Бык шагнул, натянул до отказа привязки, раскачивая, нажал плечом на одну оглоблю, на вторую, сдвинул сани и, утопая копытами в снегу, медленно потащил воз к основной дороге.
«Если дотянет до главной без остановки и вывезет, дальше пойдет: там дорога наезжена»,— думал Шуфка, идя за возом, опустив руки в верхонках, зажав в правой прут. Въезд на центральную с боковой был плавным, с едва заметным подъемом. Крикнув для острастки на быка, Шурка забежал с левой стороны, подпирая руками, плечом чуть накренившийся воз, пока сани не выровнялись уже на убитой полозьями и ногами дороге.
— Тпр-ру-у! — остановил он быка.— Слава богу, выехали. Молодец, Староста! Теперь один путь нам, в деревню. Одна забота. Погоди маленько, отдохни.
Неподалеку от дороги заметил Шурка сухую сосенку-сушину: ее никак нельзя было пропустить. Наложит мужик воз, а сверху обязательно кряжика два сухих — на растопку. Это уж непременно, без сухих никто не возвращается. Спеша, выхватил из головашек топор, утопая, пробежал к сосенке, а ее и подрубать не надо было: снизу подгнившая. Нажал обеими руками на ствол — сосенка хрустнула и упала верхушкой к возу. Очистил сосенку от тоненьких слабых сучков.
Сушина была легкая. Шурка вынес ее на дорогу, перерубил надвое и надежно уложил поверх кряжей. Воткнул на место топор. Теперь он сделал все, можно было трогаться. Снял мерзлые продранные верхонки, засунул их под веревку, чтоб не потерять, натянул до глаз, завязал под подбородком шапку. Вынул из кармана, надел сухие шерстяные варежки. Осмотрел-отряхнул пальтишко, глянул на штаны: штаны были мокрые и мерзлые выше колен, холодили ноги и мешали в ходьбе. Надел шубу, поднял воротник, запахнулся поплотнее, сунул руки в рукава шубы, крикнул на быка и пошел за возом, приноравливаясь к бычьему шагу. На воз сейчас ни в коем случае садиться не следует: как ни устал, иди —в этом твое спасенье, в ходьбе. Иной только выехал из леса, сразу же на воз и сидит, как сыч на бане, до деревни самой. А потом снимают его полу-окоченевшего, рта раскрыть не может. В холодную воду руки-ноги суют, чтоб отошли, молоком кипяченым отпаивают. На печку его. А он все одно наутро кашляет, хрипит, щеки огнем горят..! Или снегу наглотается, как воз увяжет. Пить ему, видите, охота. И — готов. Сначала ничего, пока распаренный, а домой приехал — расквасился. Раз-другой так съездит, поймет, небось, что можно в дороге, а чего нельзя.

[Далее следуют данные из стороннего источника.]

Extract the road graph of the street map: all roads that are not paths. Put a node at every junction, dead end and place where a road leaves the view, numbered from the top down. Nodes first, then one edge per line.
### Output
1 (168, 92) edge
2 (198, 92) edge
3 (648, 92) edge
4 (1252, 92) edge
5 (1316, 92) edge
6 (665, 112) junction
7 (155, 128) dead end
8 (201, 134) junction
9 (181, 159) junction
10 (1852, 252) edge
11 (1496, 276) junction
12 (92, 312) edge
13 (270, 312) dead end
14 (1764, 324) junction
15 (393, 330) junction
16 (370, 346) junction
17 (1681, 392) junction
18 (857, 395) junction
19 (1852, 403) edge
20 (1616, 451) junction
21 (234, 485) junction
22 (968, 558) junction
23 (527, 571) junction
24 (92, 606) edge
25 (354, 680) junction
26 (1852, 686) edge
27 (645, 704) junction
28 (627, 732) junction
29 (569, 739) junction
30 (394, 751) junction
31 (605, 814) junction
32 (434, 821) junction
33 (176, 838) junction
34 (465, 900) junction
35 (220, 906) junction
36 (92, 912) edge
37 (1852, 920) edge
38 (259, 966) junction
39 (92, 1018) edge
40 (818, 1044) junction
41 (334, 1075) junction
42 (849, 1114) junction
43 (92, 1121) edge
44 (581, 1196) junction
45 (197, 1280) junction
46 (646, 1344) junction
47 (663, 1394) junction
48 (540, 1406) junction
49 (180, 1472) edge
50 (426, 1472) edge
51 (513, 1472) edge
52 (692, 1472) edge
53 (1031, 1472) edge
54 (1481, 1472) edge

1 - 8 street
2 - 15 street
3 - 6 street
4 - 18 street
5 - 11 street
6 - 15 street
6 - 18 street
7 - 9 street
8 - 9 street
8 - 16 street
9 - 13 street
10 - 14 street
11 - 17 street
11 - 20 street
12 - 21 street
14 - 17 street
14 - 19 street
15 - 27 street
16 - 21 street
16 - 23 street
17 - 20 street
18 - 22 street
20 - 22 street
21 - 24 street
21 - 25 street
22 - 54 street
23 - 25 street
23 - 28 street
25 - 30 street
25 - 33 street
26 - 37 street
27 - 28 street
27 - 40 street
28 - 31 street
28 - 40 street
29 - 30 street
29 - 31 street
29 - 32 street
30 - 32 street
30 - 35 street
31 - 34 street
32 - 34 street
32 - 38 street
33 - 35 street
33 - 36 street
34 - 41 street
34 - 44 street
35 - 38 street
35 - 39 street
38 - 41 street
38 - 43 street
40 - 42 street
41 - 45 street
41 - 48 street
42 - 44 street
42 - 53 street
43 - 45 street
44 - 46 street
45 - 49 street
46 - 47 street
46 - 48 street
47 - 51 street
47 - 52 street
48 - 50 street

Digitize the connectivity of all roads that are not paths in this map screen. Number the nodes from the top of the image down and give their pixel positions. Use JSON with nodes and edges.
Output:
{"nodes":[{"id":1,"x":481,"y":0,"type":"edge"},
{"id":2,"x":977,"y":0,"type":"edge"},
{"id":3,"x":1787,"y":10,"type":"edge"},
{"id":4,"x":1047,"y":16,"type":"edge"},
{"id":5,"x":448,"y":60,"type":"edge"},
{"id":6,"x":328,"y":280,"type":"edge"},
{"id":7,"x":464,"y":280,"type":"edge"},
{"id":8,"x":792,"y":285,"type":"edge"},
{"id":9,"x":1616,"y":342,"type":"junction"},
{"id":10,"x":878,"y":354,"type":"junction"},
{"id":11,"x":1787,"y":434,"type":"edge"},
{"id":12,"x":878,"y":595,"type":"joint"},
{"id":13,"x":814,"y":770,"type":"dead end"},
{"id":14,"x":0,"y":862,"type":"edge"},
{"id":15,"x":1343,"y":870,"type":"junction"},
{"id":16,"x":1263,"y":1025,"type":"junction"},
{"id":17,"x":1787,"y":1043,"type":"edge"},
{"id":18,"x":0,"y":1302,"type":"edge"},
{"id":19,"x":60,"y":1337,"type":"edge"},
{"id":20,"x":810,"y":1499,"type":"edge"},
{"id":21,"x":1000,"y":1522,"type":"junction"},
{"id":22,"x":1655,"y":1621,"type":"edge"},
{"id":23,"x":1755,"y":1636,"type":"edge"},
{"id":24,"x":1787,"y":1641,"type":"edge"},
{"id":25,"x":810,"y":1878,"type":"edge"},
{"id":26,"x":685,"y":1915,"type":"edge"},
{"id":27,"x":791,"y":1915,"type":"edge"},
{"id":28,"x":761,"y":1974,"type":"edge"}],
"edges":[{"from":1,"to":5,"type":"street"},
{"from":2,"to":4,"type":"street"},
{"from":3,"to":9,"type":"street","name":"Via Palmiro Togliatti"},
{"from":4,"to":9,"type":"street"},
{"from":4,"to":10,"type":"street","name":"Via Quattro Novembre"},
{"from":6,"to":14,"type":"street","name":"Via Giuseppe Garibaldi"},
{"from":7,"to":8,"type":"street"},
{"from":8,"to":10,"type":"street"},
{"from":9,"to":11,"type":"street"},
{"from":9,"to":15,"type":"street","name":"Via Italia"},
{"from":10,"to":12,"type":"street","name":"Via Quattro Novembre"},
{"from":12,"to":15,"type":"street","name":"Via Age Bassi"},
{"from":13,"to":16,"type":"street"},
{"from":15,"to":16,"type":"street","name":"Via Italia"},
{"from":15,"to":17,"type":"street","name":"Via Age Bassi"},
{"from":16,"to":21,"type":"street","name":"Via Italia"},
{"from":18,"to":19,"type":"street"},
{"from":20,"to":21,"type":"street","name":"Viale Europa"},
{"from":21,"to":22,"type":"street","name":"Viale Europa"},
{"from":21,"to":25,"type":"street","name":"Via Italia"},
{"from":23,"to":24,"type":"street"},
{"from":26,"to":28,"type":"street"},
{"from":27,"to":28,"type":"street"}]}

Шурка шел и шел за возом, чувствуя, как под пальтишком и шубой остывает тело. Гадал, долго ли он пробыл в бору. Вот-вот должны были наползти из-за спины сумерки: в лесу всегда раньше темнеет. Часа четыре, примерно, есть. К шести доберутся они до деревни. В седьмом, возможно. Мать как раз вернется из телятника.
Староста все-таки молодец. Везет помаленьку. Старый, больной, а везет. Да и что делать ему, как не везти, такова уж его бычья доля. Сена Шурка брал большую охапку — наелся бык, дома еще дадут, напоят.
И Шурка молодец. Выдюжил. Выдюжил день в лесу, на морозе, позавтракав драниками. Да не просто в лесу был — дрова готовил. Все делал как следует. Себя заморозить не давал, руки разок всего снегом оттер: не гнулись пальцы. Верхонки порвал — не беда, мать другие сошьет. Зато воз какой! Не всякий ровесник такой привезет.  Витька Дмитревин привезет, он посильнее, а остальные… За дровами ехать — Шурка любого из ребятишек никитинских на спор вызвать может. Мало кому уступит, это он чувствует..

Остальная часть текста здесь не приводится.